Exercise brief »
Would you give the number of lines in the entries that contain the word "Drive"? Nothing else is needed.

Stored data entries »
'''

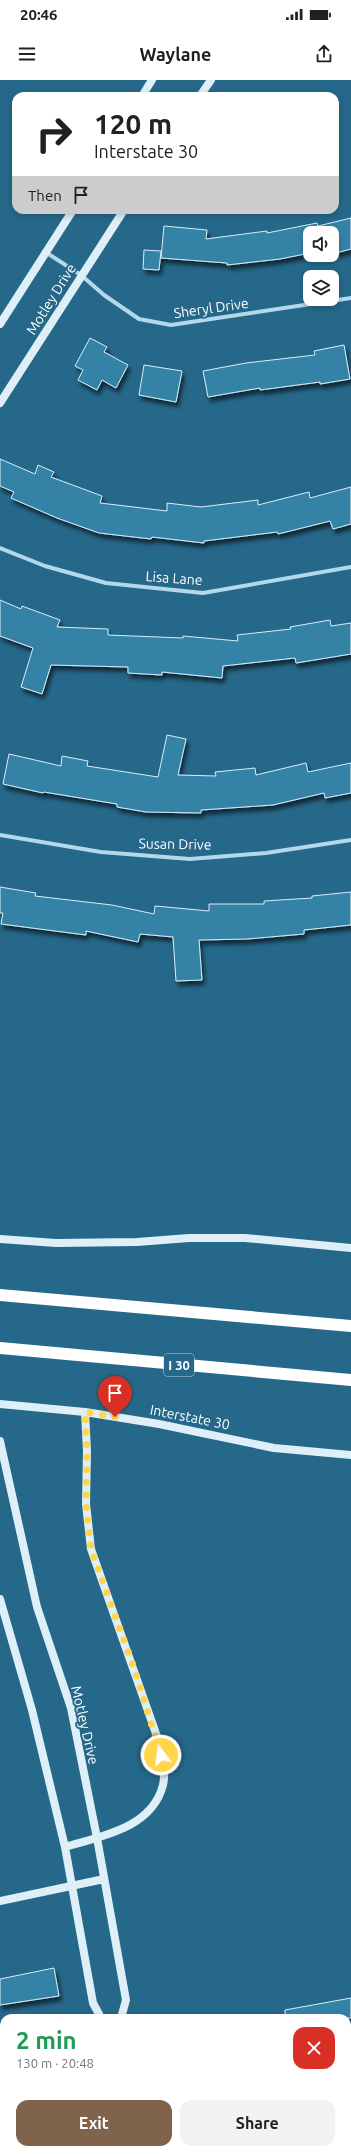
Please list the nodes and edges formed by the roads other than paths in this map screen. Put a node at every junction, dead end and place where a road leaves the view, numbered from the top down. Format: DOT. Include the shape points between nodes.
graph roads {
  1 [pos="152,80"];
  2 [pos="211,80"];
  3 [pos="144,92"];
  4 [pos="203,92"];
  5 [pos="71,214"];
  6 [pos="121,214"];
  7 [pos="47,253"];
  8 [pos="81,275"];
  9 [pos="351,298"];
  10 [pos="0,324"];
  11 [pos="0,403"];
  12 [pos="0,548"];
  13 [pos="351,567"];
  14 [pos="0,835"];
  15 [pos="351,840"];
  16 [pos="0,1238"];
  17 [pos="351,1248"];
  18 [pos="0,1295"];
  19 [pos="351,1326"];
  20 [pos="0,1348"];
  21 [pos="351,1380"];
  22 [pos="0,1404"];
  23 [pos="85,1412"];
  24 [pos="0,1441"];
  25 [pos="351,1455"];
  26 [pos="0,1599"];
  27 [pos="97,1838"];
  28 [pos="65,1847"];
  29 [pos="104,1879"];
  30 [pos="72,1886"];
  31 [pos="0,1901"];
  32 [pos="99,2014"];
  33 [pos="122,2014"];
  1 -- 3 [label="main road"];
  2 -- 4 [label="main road"];
  5 -- 7 [label="main road, Motley Drive"];
  6 -- 8 [label="main road, Motley Drive"];
  7 -- 8 [label="street, Sheryl Drive"];
  7 -- 10 [label="main road, Motley Drive"];
  8 -- 9 [label="street, Sheryl Drive" via="104,295 139,319 171,325"];
  8 -- 11 [label="main road, Motley Drive"];
  12 -- 13 [label="street, Lisa Lane" via="45,566 106,583 203,592"];
  14 -- 15 [label="street, Susan Drive" via="101,852 190,859 266,853"];
  16 -- 17 [label="main road" via="56,1243 245,1238"];
  18 -- 19 [label="highway"];
  20 -- 21 [label="highway, I 30"];
  22 -- 23 [label="main road, Interstate 30"];
  23 -- 25 [label="main road, Interstate 30" via="159,1424 274,1448"];
  23 -- 27 [label="main road" via="86,1504 91,1549 160,1745 164,1784 156,1803 145,1816 129,1826"];
  24 -- 27 [label="main road, Motley Drive" via="37,1608 70,1708"];
  26 -- 28 [label="main road" via="32,1710"];
  27 -- 28 [label="main road"];
  27 -- 29 [label="main road, Motley Drive"];
  28 -- 30 [label="main road"];
  29 -- 30 [label="main road"];
  29 -- 33 [label="main road, Motley Drive" via="126,2000"];
  30 -- 31 [label="main road"];
  30 -- 32 [label="main road" via="93,2003"];
}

'''

Answer box »
10